Project

General

Profile

Feature #4586

Switch init script to use RHEL daemon function

Added by Brian Bockelman over 7 years ago. Updated almost 4 years ago.

Status:
Closed
Priority:
Normal
Assignee:
Category:
RPM - Frontend/Factory
Target version:
Start date:
10/20/2016
Due date:
% Done:

100%

Estimated time:
(Total: 0.00 h)
Stakeholders:
Duration:

Description

The init script currently invokes "su" manually. This is considered bad practice on RHEL -- one should stick to the provided functions for launching daemon (which adds additional functionality and allows one to use standard config variables in /etc/sysconfig). At the minimum, "su" should not be used -- "runuser" is appropriate here.

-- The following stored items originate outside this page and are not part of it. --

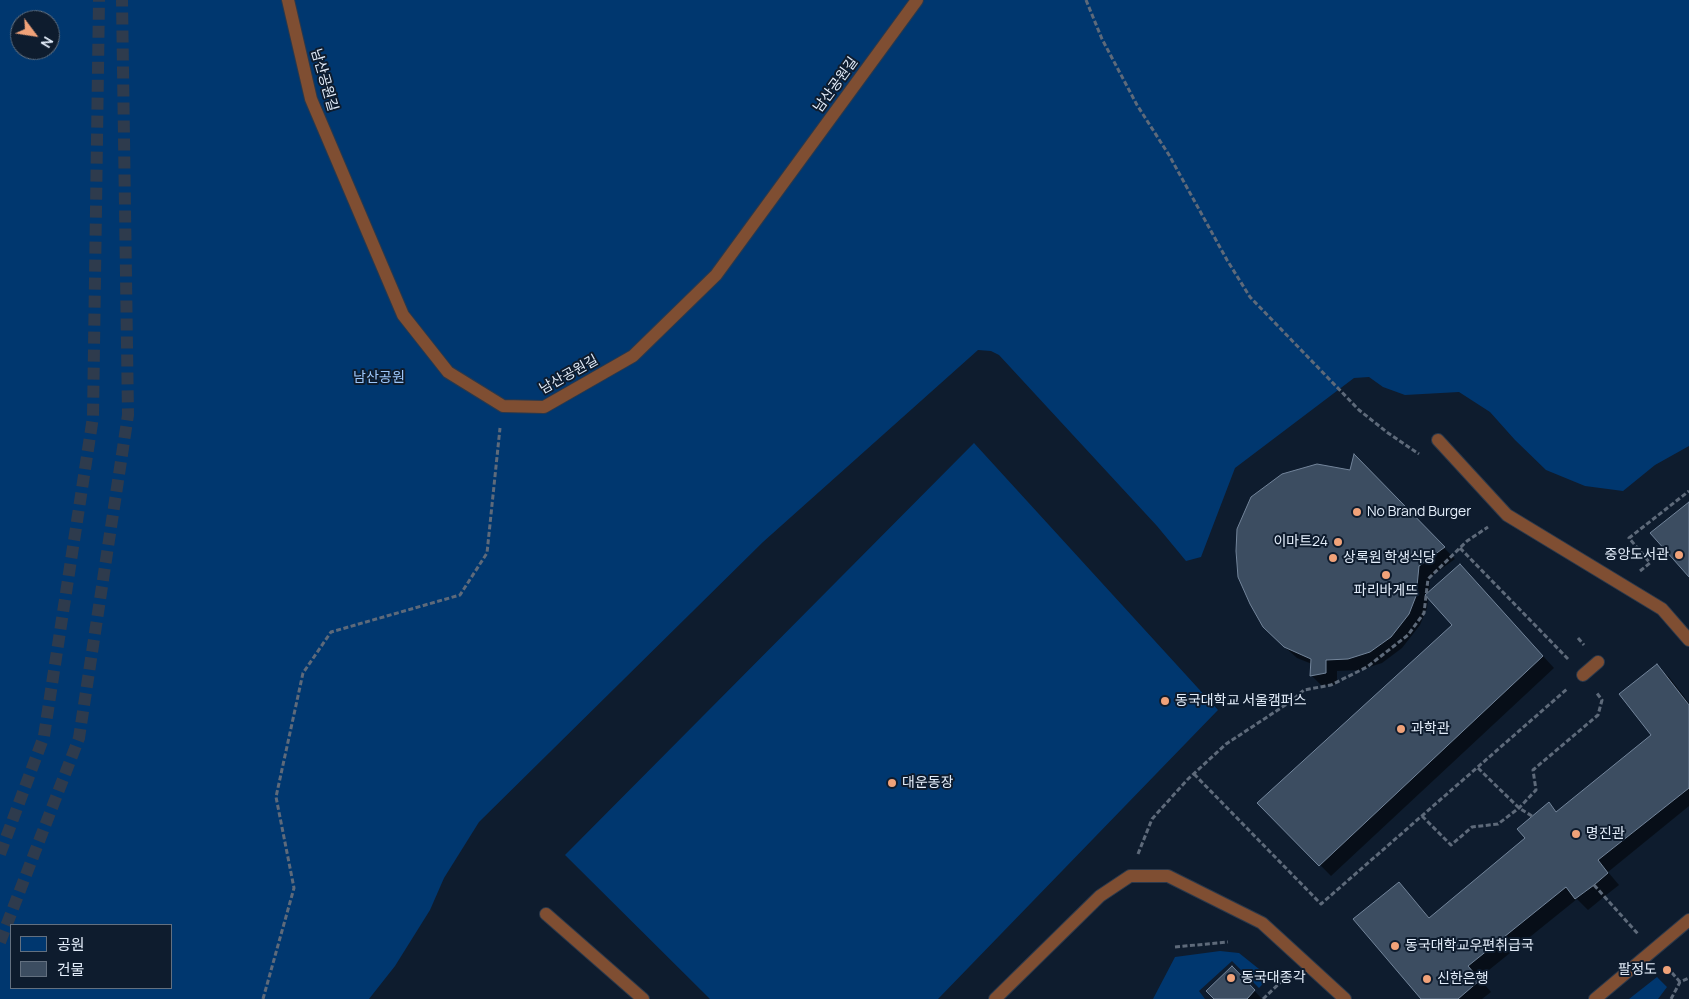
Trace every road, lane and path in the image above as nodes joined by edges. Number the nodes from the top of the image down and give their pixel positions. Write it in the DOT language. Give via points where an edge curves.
graph roads {
  1 [pos="288,0"];
  2 [pos="917,0"];
  3 [pos="1086,0"];
  4 [pos="503,406"];
  5 [pos="1438,440"];
  6 [pos="1422,456"];
  7 [pos="1689,491"];
  8 [pos="1507,515"];
  9 [pos="1482,520"];
  10 [pos="1489,527"];
  11 [pos="1460,548"];
  12 [pos="1622,584"];
  13 [pos="1689,640"];
  14 [pos="1598,662"];
  15 [pos="1583,675"];
  16 [pos="1478,768"];
  17 [pos="1194,774"];
  18 [pos="1519,808"];
  19 [pos="1422,816"];
  20 [pos="1532,816"];
  21 [pos="1130,876"];
  22 [pos="1594,885"];
  23 [pos="546,914"];
  24 [pos="1689,920"];
  25 [pos="1638,934"];
  26 [pos="1228,942"];
  27 [pos="1175,947"];
  28 [pos="1303,960"];
  29 [pos="1689,978"];
  30 [pos="998,998"];
  31 [pos="263,999"];
  32 [pos="643,999"];
  33 [pos="1263,999"];
  34 [pos="1345,999"];
  35 [pos="1595,999"];
  36 [pos="1671,999"];
  1 -- 4 [label="street, 남산공원길" via="311,99 403,315 448,372"];
  2 -- 4 [label="street, 남산공원길" via="716,275 633,356 544,406"];
  3 -- 6 [label="path" via="1102,39 1137,104 1170,155 1250,297 1359,410"];
  4 -- 31 [label="path" via="487,554 460,595 331,632 303,672 276,796 294,888"];
  5 -- 8 [label="street"];
  7 -- 12 [label="path" via="1629,538 1650,563"];
  8 -- 10 [label="path"];
  8 -- 12 [label="street"];
  9 -- 10 [label="path"];
  10 -- 11 [label="path"];
  11 -- 15 [label="path"];
  11 -- 17 [label="path" via="1428,579 1424,613 1408,635 1367,667 1331,685 1304,690 1226,744"];
  12 -- 13 [label="street" via="1662,609"];
  14 -- 15 [label="street"];
  15 -- 16 [label="path"];
  15 -- 18 [label="path" via="1602,700 1598,715 1533,770 1536,790"];
  16 -- 18 [label="path"];
  16 -- 19 [label="path"];
  17 -- 19 [label="path" via="1321,904"];
  17 -- 21 [label="path" via="1152,819"];
  18 -- 19 [label="path" via="1498,824 1472,827 1451,845"];
  18 -- 20 [label="path"];
  21 -- 28 [label="street" via="1168,876 1262,923"];
  21 -- 30 [label="street" via="1100,896"];
  22 -- 25 [label="path"];
  23 -- 32 [label="street"];
  24 -- 35 [label="street"];
  26 -- 27 [label="path"];
  28 -- 33 [label="path"];
  28 -- 34 [label="street"];
  29 -- 36 [label="path" via="1680,982"];
}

Using the standard scripts also helps insulate the project from possible security concerns. For example, the lockfile is owned by the "frontend" user and "stopFrontend" is run as root; if someone compromises the frontend user account, then they could fiddle with the PID in the lockfile, causing root to send a SIGTERM to any system process (including init).


Subtasks

Feature #14194: write frontend and factory init scripts for sl7ClosedHyunWoo Kim

History

#1 Updated by Parag Mhashilkar over 7 years ago

  • Category set to RPM - Frontend/Factory
  • Status changed from New to Assigned
  • Assignee set to Parag Mhashilkar
  • Target version set to v3_2_x

#2 Updated by Parag Mhashilkar over 5 years ago

  • Assignee changed from Parag Mhashilkar to HyunWoo Kim

#3 Updated by HyunWoo Kim about 4 years ago

  • Status changed from Assigned to Feedback
  • Assignee changed from HyunWoo Kim to Marco Mambelli

In my frontend and factory instance, I have modified /etc/init.d/gwms-frontend and /etc/init.d/gwms-factory
to use daemon function instead of invoke_as_{frontend, factory}.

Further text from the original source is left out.